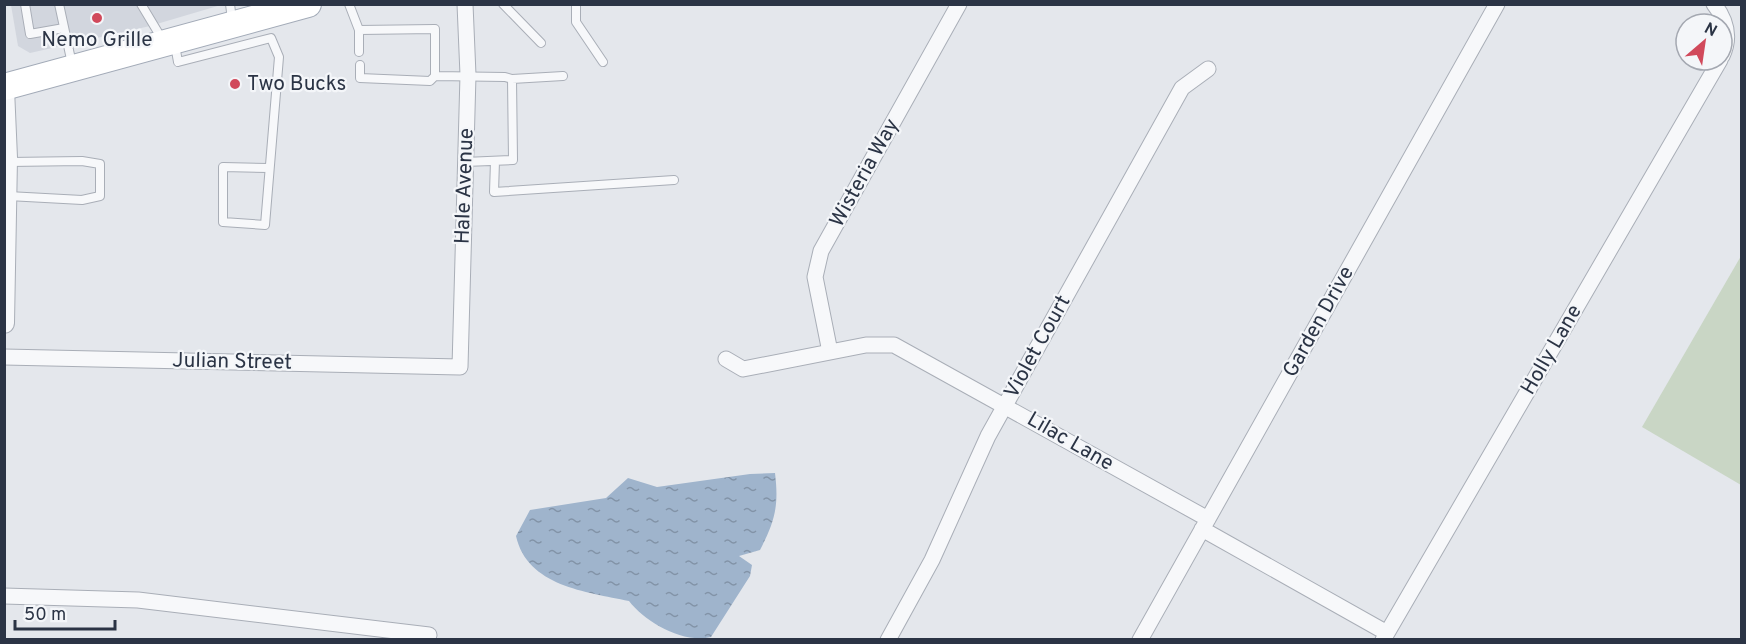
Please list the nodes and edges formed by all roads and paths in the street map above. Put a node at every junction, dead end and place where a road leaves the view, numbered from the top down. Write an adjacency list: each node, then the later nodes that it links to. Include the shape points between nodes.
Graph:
1 (25, 4): 11 (lane, via 30,34)
2 (59, 4): 11 (lane)
3 (141, 4): 15 (lane)
4 (308, 4): 13 (main road)
5 (349, 4): 14 (lane)
6 (503, 4): 16 (lane)
7 (576, 4): 18 (lane, via 576,22)
8 (959, 4): 35 (street, Wisteria Way, via 821,251 815,277)
9 (1497, 4): 40 (street, Garden Drive)
10 (466, 5): 23 (street, Hale Avenue)
11 (64, 28): 20 (lane)
12 (224, 28): 13 (main road); 15 (main road)
13 (268, 28): 31 (lane, via 279,57)
14 (359, 30): 17 (lane); 24 (lane, via 435,29)
15 (169, 42): 20 (main road)
16 (541, 43)
17 (359, 52)
18 (603, 62)
19 (360, 65): 24 (lane, via 360,78 430,81)
20 (73, 68): 27 (main road)
21 (1208, 69): 39 (street, Violet Court, via 1182,88)
22 (1713, 72): 43 (street, Holly Lane)
23 (468, 75): 24 (lane); 26 (lane); 30 (street, Hale Avenue)
24 (435, 76)
25 (563, 76): 26 (lane)
26 (512, 79): 28 (lane, via 513,160)
27 (4, 88): 29 (street)
28 (495, 161): 30 (lane); 32 (lane, via 494,192)
29 (7, 162): 33 (street); 33 (lane, via 100,164 100,196 82,200)
30 (465, 162): 38 (street, Hale Avenue)
31 (268, 168): 31 (lane, via 265,225 223,222 223,167)
32 (674, 180)
33 (6, 196): 34 (street)
34 (4, 323)
35 (830, 352): 37 (street, Lilac Lane, via 743,369); 39 (street, Lilac Lane, via 878,343 894,345)
36 (4, 357): 38 (street, Julian Street)
37 (726, 359)
38 (460, 367)
39 (1006, 405): 40 (street, Lilac Lane); 44 (street, Violet Court, via 932,560)
40 (1205, 524): 43 (street, Lilac Lane); 45 (street, Garden Drive)
41 (4, 596): 42 (street, via 138,600)
42 (429, 635)
43 (1385, 636)
44 (888, 639)
45 (1140, 639)

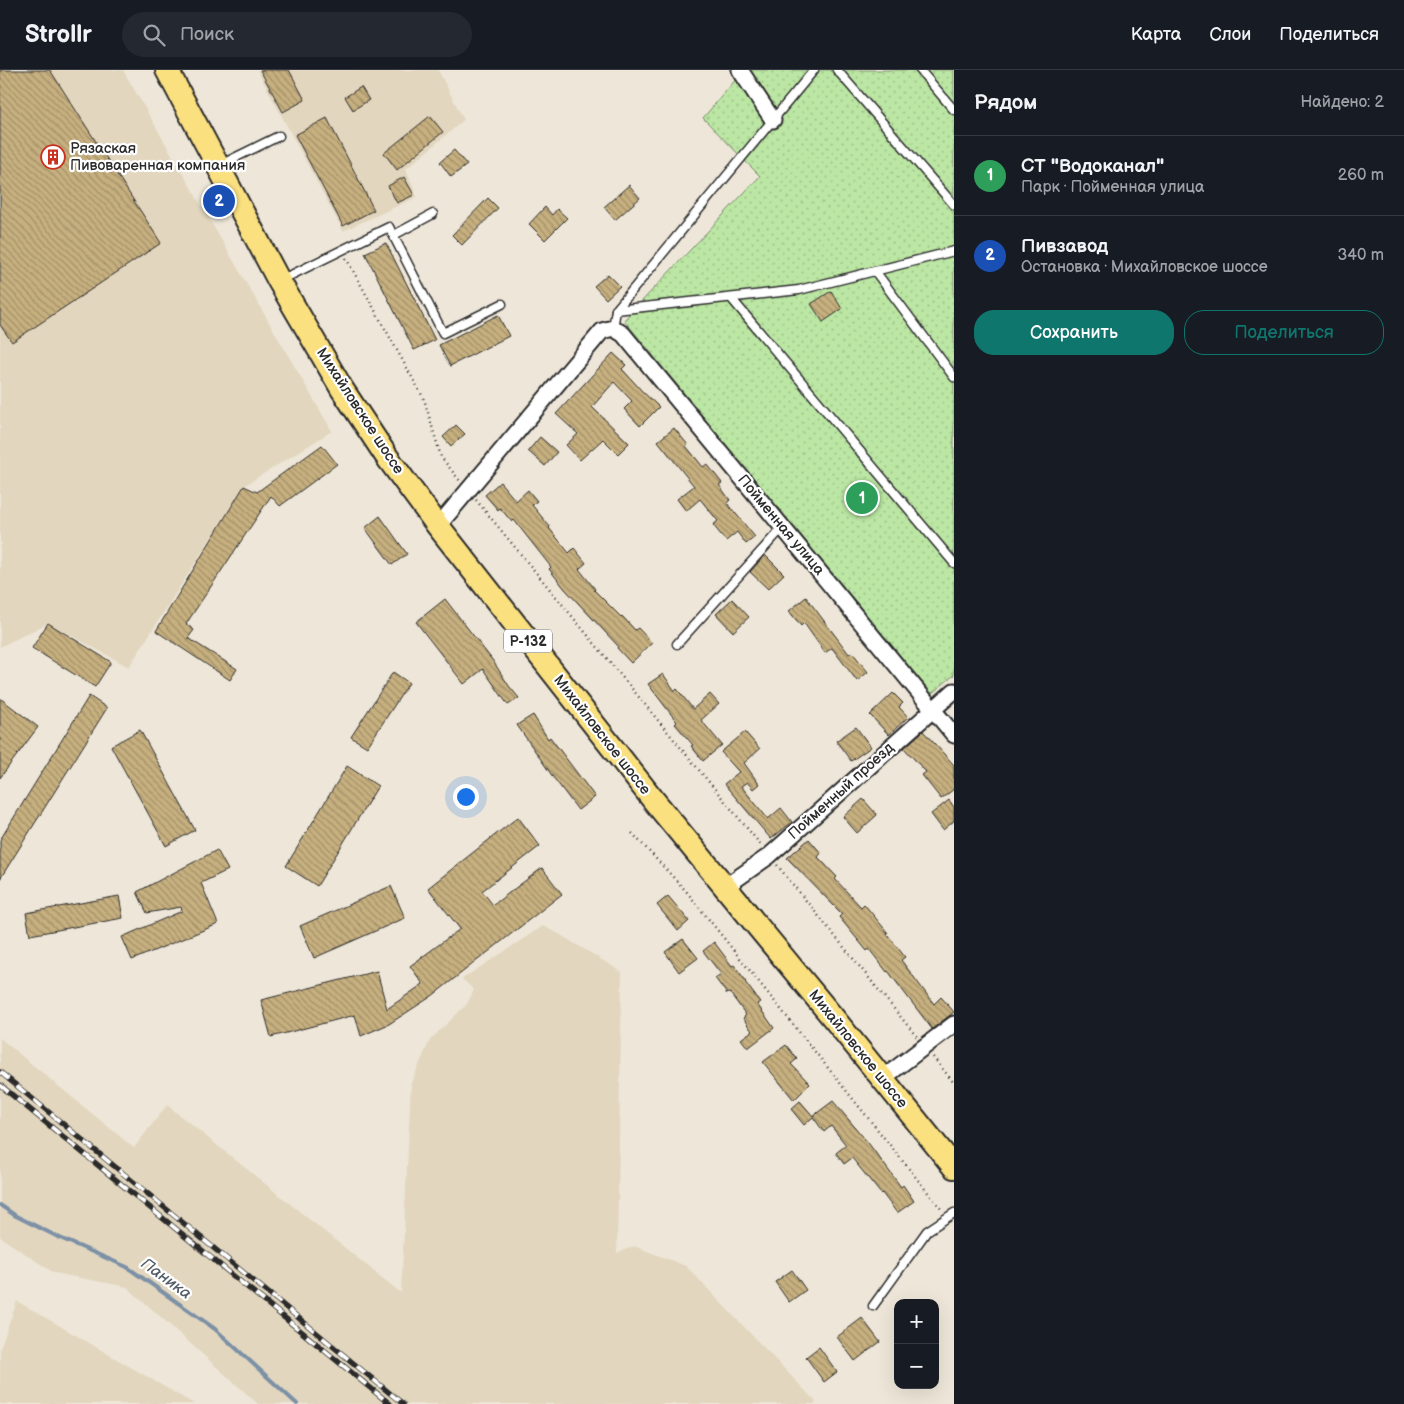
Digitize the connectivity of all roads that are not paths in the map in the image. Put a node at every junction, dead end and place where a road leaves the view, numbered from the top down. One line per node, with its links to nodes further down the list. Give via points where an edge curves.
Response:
1 (167, 70): 9 (main road, Михайловское шоссе / Р-132)
2 (740, 70): 7 (street)
3 (814, 70): 7 (lane)
4 (837, 70): 10 (lane)
5 (920, 70): 6 (lane)
6 (954, 110)
7 (773, 120): 18 (lane)
8 (279, 136): 9 (lane)
9 (217, 166): 15 (main road, Михайловское шоссе / Р-132)
10 (954, 205)
11 (433, 214): 12 (lane)
12 (394, 235): 15 (lane, via 389,227); 17 (lane, via 443,333)
13 (954, 251): 14 (lane)
14 (875, 271): 16 (lane, via 799,290); 20 (lane)
15 (279, 281): 21 (main road, Михайловское шоссе / Р-132, via 342,389)
16 (731, 298): 18 (lane); 23 (lane)
17 (502, 304)
18 (616, 310): 19 (lane)
19 (608, 329): 21 (street); 22 (street, Пойменная улица, via 623,334)
20 (954, 377)
21 (438, 526): 28 (main road, Михайловское шоссе / Р-132, via 643,788)
22 (783, 527): 24 (lane); 26 (street, Пойменная улица)
23 (954, 563)
24 (677, 644)
25 (954, 691): 26 (street, Пойменный проезд)
26 (933, 708): 27 (street, Пойменная улица); 28 (street, Пойменный проезд, via 769,856)
27 (954, 735)
28 (725, 887): 30 (main road, Михайловское шоссе / Р-132)
29 (954, 1024): 30 (street)
30 (882, 1079): 31 (main road, Михайловское шоссе / Р-132)
31 (953, 1164)
32 (951, 1215): 33 (lane, via 927,1231)
33 (873, 1306)

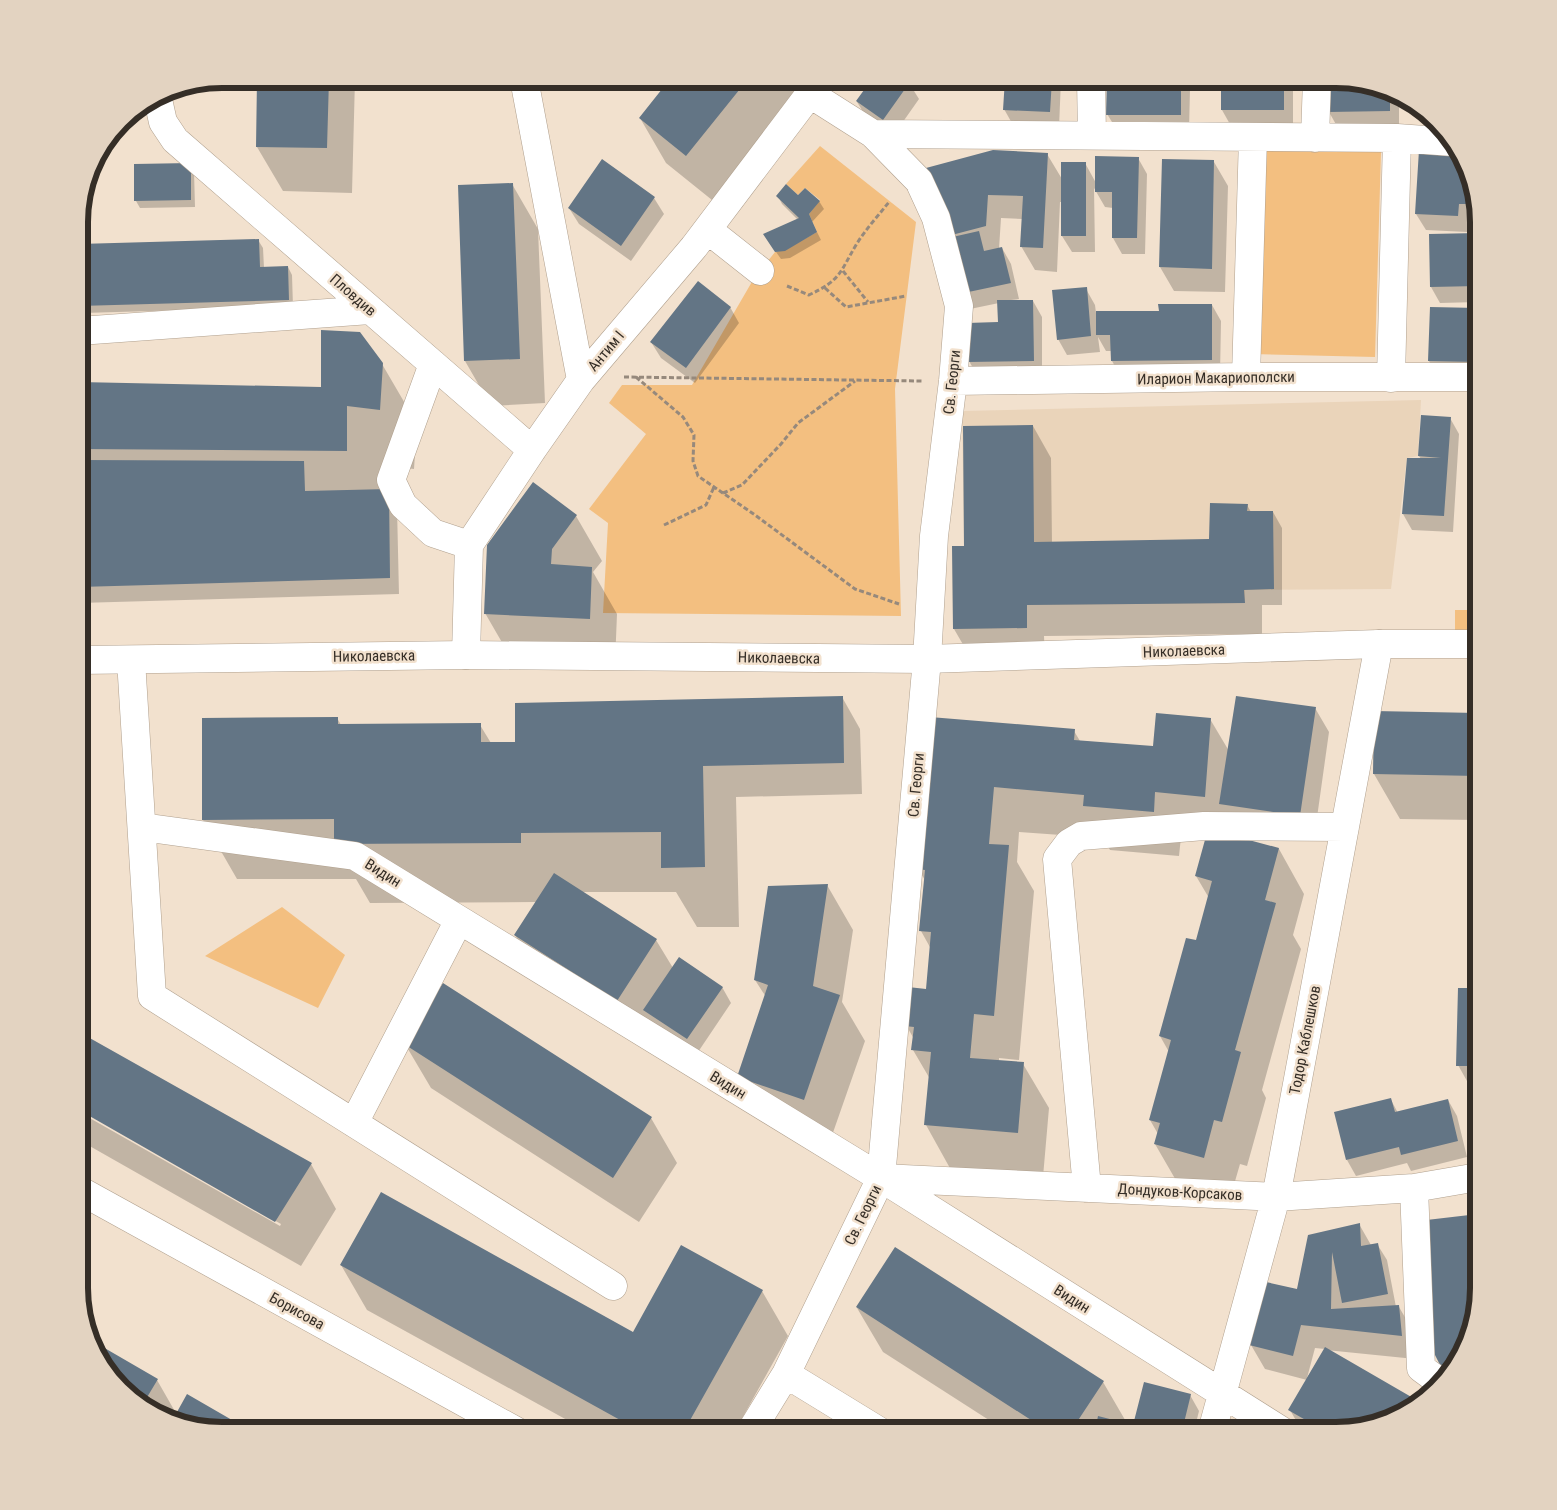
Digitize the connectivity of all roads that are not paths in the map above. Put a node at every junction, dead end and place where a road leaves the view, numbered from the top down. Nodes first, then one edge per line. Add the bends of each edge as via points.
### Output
1 (526, 88) edge
2 (814, 88) edge
3 (817, 88) edge
4 (1091, 88) edge
5 (1317, 88) edge
6 (159, 103) edge
7 (873, 134) junction
8 (922, 134) junction
9 (1092, 135) junction
10 (1253, 137) junction
11 (1315, 138) junction
12 (1397, 138) junction
13 (1443, 141) edge
14 (919, 181) junction
15 (708, 230) junction
16 (760, 271) road end
17 (370, 310) junction
18 (88, 331) edge
19 (433, 364) junction
20 (1246, 377) junction
21 (1470, 377) edge
22 (1391, 378) junction
23 (581, 380) junction
24 (953, 381) junction
25 (532, 450) junction
26 (469, 545) junction
27 (1379, 644) junction
28 (1470, 644) edge
29 (466, 655) junction
30 (927, 659) junction
31 (88, 660) edge
32 (131, 660) junction
33 (142, 827) junction
34 (1345, 827) junction
35 (459, 920) junction
36 (354, 1123) junction
37 (881, 1178) junction
38 (1470, 1178) edge
39 (1086, 1188) junction
40 (1414, 1188) junction
41 (88, 1195) edge
42 (1276, 1197) junction
43 (613, 1286) dead end
44 (786, 1374) junction
45 (1435, 1378) edge
46 (1220, 1394) junction
47 (500, 1422) edge
48 (757, 1422) edge
49 (864, 1422) edge
50 (1214, 1422) edge
51 (1267, 1422) edge

1 - 23 street
2 - 15 street, Антим I
3 - 7 street, Св. Георги
4 - 9 street
5 - 11 street
6 - 17 street, Пловдив via 163,122 175,140
7 - 8 street
7 - 14 street, Св. Георги
8 - 9 street
8 - 14 street
9 - 10 street
10 - 11 street
10 - 20 street
11 - 12 street
12 - 13 street
12 - 22 street
14 - 24 street, Св. Георги via 936,218 959,306
15 - 16 street
15 - 23 street, Антим I
17 - 18 street
17 - 19 street, Пловдив
19 - 25 street, Пловдив
19 - 26 street via 391,480 403,504 433,534
20 - 22 street, Иларион Макариополски
20 - 24 street, Иларион Макариополски
21 - 22 street, Иларион Макариополски
23 - 25 street, Антим I
24 - 30 street, Св. Георги via 934,536
25 - 26 street, Антим I
26 - 29 street
27 - 28 street, Николаевска
27 - 30 street, Николаевска
27 - 34 street, Тодор Каблешков
29 - 30 street, Николаевска
29 - 32 street, Николаевска
30 - 37 street, Св. Георги
31 - 32 street, Николаевска
32 - 33 street
33 - 35 street, Видин via 355,856
33 - 36 street via 152,996
34 - 39 street via 1204,826 1080,836 1069,843 1057,859
34 - 42 street, Тодор Каблешков
35 - 36 street
35 - 37 street, Видин
36 - 43 street
37 - 39 street, Дондуков-Корсаков
37 - 44 street, Св. Георги
37 - 46 street, Видин
38 - 40 street, Дондуков-Корсаков
39 - 42 street, Дондуков-Корсаков
40 - 42 street, Дондуков-Корсаков
40 - 45 street via 1421,1368
41 - 47 street, Борисова
42 - 46 street, Тодор Каблешков
44 - 48 street, Св. Георги
44 - 49 street
46 - 50 street, Тодор Каблешков
46 - 51 street, Видин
::::::::
◆ About this exercise ◆
Working through the entries line by line, count those containing "Lilac" and report only the number.

◆ Solution to the exercise ◆
3